So it was a little strange to hear Daugherty, a Republican, clearly on the side of the county employee’s union on Tuesday, while Eckhardt, a Democrat, gave the union the hardest time when the commissioners discussed employee wages.
Daugherty made no bones: he agrees with the union that the county uses an “obviously unacceptable method” for determining what county employees should earn, leaving them underpaid as a result. Eckhardt, obviously skeptical, grilled union head Greg Powell about his proposals to put the county payscale where he thinks it needs to be.
Powell’s argument for higher pay is, in a nutshell, that county employees could make more elsewhere for doing the same work, and that too many (as many as 25 percent a year in some departments) are leaving for the county to do business efficiently.
Afterward Powell told me the attitudes shown by Daugherty and Eckhardt during Tuesday’s meeting are representative of how they’ve dealt with the union’s ideas.

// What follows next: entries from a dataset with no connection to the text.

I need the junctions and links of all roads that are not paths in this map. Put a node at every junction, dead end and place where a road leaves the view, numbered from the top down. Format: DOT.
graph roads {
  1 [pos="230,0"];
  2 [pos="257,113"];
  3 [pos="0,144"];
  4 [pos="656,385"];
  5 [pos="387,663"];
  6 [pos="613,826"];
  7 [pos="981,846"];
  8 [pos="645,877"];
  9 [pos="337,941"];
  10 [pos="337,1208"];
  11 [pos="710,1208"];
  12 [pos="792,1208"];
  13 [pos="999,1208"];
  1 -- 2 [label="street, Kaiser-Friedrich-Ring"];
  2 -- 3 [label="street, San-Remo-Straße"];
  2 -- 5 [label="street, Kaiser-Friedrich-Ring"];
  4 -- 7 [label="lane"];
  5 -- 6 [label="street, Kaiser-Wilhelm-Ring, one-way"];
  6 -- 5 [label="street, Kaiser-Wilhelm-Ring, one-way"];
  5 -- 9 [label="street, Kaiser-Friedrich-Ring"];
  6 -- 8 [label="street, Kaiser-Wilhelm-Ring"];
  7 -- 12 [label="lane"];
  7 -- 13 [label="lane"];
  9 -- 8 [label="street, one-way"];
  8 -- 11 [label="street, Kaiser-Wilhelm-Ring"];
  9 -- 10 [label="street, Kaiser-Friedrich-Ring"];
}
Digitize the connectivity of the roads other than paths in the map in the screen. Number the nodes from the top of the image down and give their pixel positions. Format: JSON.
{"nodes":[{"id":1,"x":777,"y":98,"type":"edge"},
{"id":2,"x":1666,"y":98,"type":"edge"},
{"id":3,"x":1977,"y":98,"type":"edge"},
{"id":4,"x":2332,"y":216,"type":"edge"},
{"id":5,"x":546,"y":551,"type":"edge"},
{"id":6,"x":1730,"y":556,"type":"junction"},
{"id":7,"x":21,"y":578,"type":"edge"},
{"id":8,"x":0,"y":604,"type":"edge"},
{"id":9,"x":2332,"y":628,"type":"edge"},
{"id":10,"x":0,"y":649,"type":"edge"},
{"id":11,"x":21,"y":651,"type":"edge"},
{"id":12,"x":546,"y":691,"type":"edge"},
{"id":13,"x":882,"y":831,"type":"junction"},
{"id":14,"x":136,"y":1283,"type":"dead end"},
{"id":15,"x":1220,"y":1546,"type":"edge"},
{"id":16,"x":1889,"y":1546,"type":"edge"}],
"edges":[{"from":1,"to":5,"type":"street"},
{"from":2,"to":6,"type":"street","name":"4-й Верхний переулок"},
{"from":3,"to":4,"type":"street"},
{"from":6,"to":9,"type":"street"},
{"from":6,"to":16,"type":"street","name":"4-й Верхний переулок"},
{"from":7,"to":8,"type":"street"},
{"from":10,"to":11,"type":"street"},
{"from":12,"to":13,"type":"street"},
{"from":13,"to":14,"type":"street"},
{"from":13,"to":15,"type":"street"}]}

Daugherty, Powell said, seems to be the commissioner most inclined to ensure county employees earn what the union thinks they should, while Eckhardt seems most skeptical.
Okay, so Daugherty could believe the union hasn’t gone nuts and that turnover hurts operations enough to pay employees more. And yes, Eckhardt could simply be aiming at good stewardship of limited taxpayer dollars (she, along with Daugherty, voted against a big raise for Sheriff’s Office employees last year). We won’t know where their hearts are truly at until a final vote.
But the discussion Tuesday still left me wondering: Who are you people, and how dare you not conform to standard presumptions?